While backups can be uploaded through the web interface, the dedicated s3 command line interface can be used to do it from the command line and through backup automation scripts. If backups are to be kept for a very long time, and recovery time isn’t a concern, backups can be transferred to Amazon Glacier service, providing much cheaper long-term storage. Files (amazon objects) are logically stored in a huge flat container named bucket. S3 presents a REST interface to its internals. You can use this API to perform CRUD operations on buckets and objects, as well as to change permissions and configurations on both.
The primary distribution method for the AWS CLI on Linux, Windows, and macOS is pip, a package manager for Python. Instruction can be found here.
aws s3 cp severalnines.sql s3://severalnine-sbucket/mysql_backups
By default S3 provides eleven 9s object durability. It means that if you store 1.000.000.000 (1 billion) objects into it, you can expect to lose 1 object every 10 years on average. The way S3 achieves that impressive number of 9s is by replicating the object automatically in multiple Availability Zones, which we’ll talk about in another post. Amazon has regional datacenters all around the world.
Microsoft Azure Storage
Microsoft’s public cloud platform, Azure, has storage options with their control line interface. Information can be found here. The open-source, cross-platform Azure CLI provides a set of commands for working with the Azure platform. It gives much of the functionality seen in the Azure portal, including rich data access.
The installation of Azure CLI is fairly simple, you can find instructions here. Below you can find how to transfer your backup to Microsoft storage.
az storage blob upload --container-name severalnines --file severalnines.sql --name severalnines_backup
Hybrid Storage for MySQL and MariaDB backups
With the growing public and private cloud storage industry, we have a new category called hybrid storage. This technology allows the files to be stored locally, with changes automatically synced to remote in the cloud. Such an approach is coming from the need of having recent backups stored locally for fast restore (lower RTO), as well as business continuity objectives.
The important aspect of efficient resource usage is to have separate backup retentions. Data that is stored locally, on redundant disk drives would be kept for a shorter period while cloud backup storage would be held for a longer time. Many times the requirement for longer backup retention comes from legal obligations for different industries (like telecoms having to store connection metadata). Cloud providers like Google Cloud Services, Microsoft Azure and Amazon S3 each offer virtually unlimited storage, decreasing local space needs. It allows you to retain your backup files longer, for as long as you would like and not have concerns around local disk space.

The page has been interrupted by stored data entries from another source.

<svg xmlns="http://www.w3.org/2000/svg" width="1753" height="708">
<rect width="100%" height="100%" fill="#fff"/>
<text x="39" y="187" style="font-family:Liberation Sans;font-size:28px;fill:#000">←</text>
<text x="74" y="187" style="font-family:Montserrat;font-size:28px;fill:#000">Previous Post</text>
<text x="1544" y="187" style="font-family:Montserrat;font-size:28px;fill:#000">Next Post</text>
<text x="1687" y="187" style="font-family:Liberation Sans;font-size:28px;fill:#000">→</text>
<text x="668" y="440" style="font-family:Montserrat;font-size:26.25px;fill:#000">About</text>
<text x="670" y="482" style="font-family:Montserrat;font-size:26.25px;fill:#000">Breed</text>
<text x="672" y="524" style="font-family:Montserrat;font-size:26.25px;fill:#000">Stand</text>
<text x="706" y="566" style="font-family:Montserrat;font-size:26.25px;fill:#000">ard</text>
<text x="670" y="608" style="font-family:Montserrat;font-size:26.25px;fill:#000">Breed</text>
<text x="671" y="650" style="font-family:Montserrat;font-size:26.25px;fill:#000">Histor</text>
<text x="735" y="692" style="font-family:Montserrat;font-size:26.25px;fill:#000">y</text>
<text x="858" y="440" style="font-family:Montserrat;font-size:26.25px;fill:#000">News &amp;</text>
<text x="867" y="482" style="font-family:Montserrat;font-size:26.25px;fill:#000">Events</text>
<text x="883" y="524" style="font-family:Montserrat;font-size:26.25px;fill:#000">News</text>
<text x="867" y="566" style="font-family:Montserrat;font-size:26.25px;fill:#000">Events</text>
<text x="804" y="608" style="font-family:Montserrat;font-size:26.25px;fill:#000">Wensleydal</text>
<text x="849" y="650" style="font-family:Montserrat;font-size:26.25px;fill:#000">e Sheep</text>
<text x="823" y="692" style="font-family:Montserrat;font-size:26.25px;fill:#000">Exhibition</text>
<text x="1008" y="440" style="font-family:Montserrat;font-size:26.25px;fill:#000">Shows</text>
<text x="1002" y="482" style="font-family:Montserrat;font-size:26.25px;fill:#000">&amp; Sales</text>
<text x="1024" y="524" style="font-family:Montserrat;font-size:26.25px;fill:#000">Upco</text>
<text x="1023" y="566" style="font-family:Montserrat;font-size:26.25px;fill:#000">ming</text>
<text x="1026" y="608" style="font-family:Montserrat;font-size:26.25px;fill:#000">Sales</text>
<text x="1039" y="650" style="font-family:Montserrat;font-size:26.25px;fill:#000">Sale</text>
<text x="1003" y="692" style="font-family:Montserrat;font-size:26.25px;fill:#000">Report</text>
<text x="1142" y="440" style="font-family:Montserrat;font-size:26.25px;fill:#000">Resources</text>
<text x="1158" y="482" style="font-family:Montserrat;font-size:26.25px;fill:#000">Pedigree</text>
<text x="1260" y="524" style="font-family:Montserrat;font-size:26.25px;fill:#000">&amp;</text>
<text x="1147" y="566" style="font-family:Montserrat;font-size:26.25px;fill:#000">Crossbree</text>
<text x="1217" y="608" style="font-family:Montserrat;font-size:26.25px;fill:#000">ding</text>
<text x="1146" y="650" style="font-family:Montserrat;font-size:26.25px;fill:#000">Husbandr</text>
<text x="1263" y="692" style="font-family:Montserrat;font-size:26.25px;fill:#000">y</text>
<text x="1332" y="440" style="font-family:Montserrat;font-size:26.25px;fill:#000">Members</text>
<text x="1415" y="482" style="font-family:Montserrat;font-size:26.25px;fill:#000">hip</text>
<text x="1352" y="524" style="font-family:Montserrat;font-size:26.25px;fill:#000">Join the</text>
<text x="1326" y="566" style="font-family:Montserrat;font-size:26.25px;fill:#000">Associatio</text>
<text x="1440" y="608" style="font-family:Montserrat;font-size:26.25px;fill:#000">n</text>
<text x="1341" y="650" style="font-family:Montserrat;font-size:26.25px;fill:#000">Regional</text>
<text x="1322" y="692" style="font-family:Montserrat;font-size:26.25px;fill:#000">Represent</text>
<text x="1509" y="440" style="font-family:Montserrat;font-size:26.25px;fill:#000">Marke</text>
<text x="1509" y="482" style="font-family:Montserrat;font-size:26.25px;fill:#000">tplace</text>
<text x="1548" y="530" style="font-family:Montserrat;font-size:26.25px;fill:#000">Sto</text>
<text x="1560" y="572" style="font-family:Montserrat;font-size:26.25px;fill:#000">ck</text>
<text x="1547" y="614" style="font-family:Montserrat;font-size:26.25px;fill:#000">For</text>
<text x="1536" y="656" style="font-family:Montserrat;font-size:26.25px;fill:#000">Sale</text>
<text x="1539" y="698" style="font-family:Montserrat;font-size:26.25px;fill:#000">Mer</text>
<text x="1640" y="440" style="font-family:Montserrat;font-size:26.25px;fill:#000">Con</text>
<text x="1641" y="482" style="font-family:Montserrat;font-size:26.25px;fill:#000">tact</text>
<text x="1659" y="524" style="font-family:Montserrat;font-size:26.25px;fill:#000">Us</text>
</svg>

When scheduling backup with ClusterControl, each of the backup methods are configurable with a set of options on how you want the backup to be executed. The most important for the hybrid cloud storage would be:
- Network throttling
- Encryption with the build in key management
- Compression
- Retention period for the local backups
- Retention period for the cloud backups
Conclusion
The cloud has changed the data backup industry. Because of its affordable price point, smaller businesses have an offsite solution that backs up all of their data.
Your company can take advantage of cloud scalability and pay-as-you-go pricing for growing storage needs. You can design a backup strategy to provide both local copies in the datacenter for immediate restoration, and a seamless gateway to cloud storage services from AWS, Google and Azure.
Advanced TLS and AES 256-bit encryption and compression features support secure backups that take up significantly less space in the cloud.